A sluggish dollar movement in overseas markets and continued capital inflows restricted the rupee fall to a major extent, forex dealers said.
At the Interbank Foreign Exchange (Forex) market, the domestic unit resumed higher at 53.61 a dollar from overnight close of 53.77. Helped by positive factors including uptick in stocks, the rupee touched a three-month high of 53.38, a level not seen since October 23, 2012 when it had logged an intra-day high of 53.34.
It, however, succumbed to heavy profit-booking in equities after mid-session coupled with dollar selling by exporters to touch a low of 53.88. The rupee finally concluded a tad lower at 53.81, a fall of four paise or 0.07%. On Monday, it had eased by six paise or 0.11%.

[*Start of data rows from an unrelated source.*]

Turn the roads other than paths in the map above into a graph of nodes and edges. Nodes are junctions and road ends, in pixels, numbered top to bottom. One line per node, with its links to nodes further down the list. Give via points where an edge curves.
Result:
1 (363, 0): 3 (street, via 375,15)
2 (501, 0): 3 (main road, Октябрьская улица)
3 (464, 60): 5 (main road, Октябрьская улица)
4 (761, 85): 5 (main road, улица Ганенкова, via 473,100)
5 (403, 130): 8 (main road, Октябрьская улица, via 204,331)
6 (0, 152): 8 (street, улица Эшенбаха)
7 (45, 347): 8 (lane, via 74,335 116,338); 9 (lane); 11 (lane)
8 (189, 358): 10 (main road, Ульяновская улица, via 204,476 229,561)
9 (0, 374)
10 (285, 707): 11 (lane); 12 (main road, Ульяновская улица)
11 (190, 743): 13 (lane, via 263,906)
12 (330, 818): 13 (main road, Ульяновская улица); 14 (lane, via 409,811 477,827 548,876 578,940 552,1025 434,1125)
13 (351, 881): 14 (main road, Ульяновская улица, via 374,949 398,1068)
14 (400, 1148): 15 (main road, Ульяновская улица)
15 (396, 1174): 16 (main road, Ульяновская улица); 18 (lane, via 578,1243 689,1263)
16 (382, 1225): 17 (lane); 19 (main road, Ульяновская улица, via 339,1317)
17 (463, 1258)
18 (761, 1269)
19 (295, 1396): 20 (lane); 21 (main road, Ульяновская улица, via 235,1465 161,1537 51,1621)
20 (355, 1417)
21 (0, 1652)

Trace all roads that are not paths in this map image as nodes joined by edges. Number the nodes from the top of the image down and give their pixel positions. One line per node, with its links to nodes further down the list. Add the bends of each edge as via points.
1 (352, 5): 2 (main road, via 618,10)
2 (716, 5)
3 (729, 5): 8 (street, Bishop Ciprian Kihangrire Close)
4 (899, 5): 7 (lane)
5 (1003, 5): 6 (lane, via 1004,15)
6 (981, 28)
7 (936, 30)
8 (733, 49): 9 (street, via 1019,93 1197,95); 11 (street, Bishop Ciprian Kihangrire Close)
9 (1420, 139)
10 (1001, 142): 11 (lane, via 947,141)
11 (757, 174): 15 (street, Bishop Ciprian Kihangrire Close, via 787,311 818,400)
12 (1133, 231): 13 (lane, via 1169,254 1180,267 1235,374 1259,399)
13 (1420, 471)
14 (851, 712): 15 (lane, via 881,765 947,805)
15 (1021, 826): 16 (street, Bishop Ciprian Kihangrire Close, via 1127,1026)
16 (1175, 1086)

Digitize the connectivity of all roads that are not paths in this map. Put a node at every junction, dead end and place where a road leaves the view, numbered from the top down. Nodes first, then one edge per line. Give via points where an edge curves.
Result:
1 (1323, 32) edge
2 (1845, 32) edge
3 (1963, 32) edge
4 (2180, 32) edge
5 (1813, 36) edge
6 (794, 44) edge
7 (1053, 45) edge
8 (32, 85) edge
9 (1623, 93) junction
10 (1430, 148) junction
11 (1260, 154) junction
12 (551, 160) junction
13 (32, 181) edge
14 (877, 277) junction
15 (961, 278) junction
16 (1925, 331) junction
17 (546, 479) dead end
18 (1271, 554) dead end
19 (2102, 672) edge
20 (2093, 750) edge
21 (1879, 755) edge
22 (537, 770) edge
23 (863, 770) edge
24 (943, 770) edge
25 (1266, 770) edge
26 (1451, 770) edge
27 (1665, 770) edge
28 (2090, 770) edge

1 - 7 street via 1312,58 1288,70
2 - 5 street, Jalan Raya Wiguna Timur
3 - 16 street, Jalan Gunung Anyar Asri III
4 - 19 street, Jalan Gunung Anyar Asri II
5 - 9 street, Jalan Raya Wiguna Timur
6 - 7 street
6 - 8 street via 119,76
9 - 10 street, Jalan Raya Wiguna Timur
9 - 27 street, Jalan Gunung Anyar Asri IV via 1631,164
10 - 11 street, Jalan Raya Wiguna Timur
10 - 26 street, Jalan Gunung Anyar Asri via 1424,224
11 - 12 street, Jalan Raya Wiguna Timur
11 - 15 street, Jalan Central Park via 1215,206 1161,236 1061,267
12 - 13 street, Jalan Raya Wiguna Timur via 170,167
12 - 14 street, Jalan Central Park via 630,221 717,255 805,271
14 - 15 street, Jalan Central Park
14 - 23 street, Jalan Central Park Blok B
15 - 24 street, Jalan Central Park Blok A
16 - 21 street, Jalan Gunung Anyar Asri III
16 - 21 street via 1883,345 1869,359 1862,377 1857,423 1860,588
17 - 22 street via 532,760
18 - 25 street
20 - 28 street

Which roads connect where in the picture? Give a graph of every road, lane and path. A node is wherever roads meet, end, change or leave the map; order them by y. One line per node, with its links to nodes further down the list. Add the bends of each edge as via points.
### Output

The benchmark BSE Sensex, which was in positive terrain till late morning deals, closed down by 120.25 points breaking straight three-session rally while FIIs pumped in $160.13 million on Monday as per Sebi data.
The dollar index was down by 0.34% against a basket of six major global rivals as reports said the Bank of Japan voted for a 2% inflation target and shifted to open-ended asset purchases in a bid to end stagnation.
Pramit Brahmbhatt, CEO, Alpari Financial Services (India) said, “The rupee erased the gains of first half after the domestic equity markets edged lower after testing the January 2011 level on profit taking.”
Explaining the factors behind rupee’s initial jump, Abhishek Goenka, Founder and CEO, India Forex Advisors said: “Rupee was seen appreciating initially on account of RBI’s dollar-rupee swap facility which started from Monday. It was also gaining taking cues from gains in Euro, after the Euro group leaders approved the latest tranche in bailout funding for Greece.”
However, negative stock markets restricted the gains in rupee and made it weak, he added.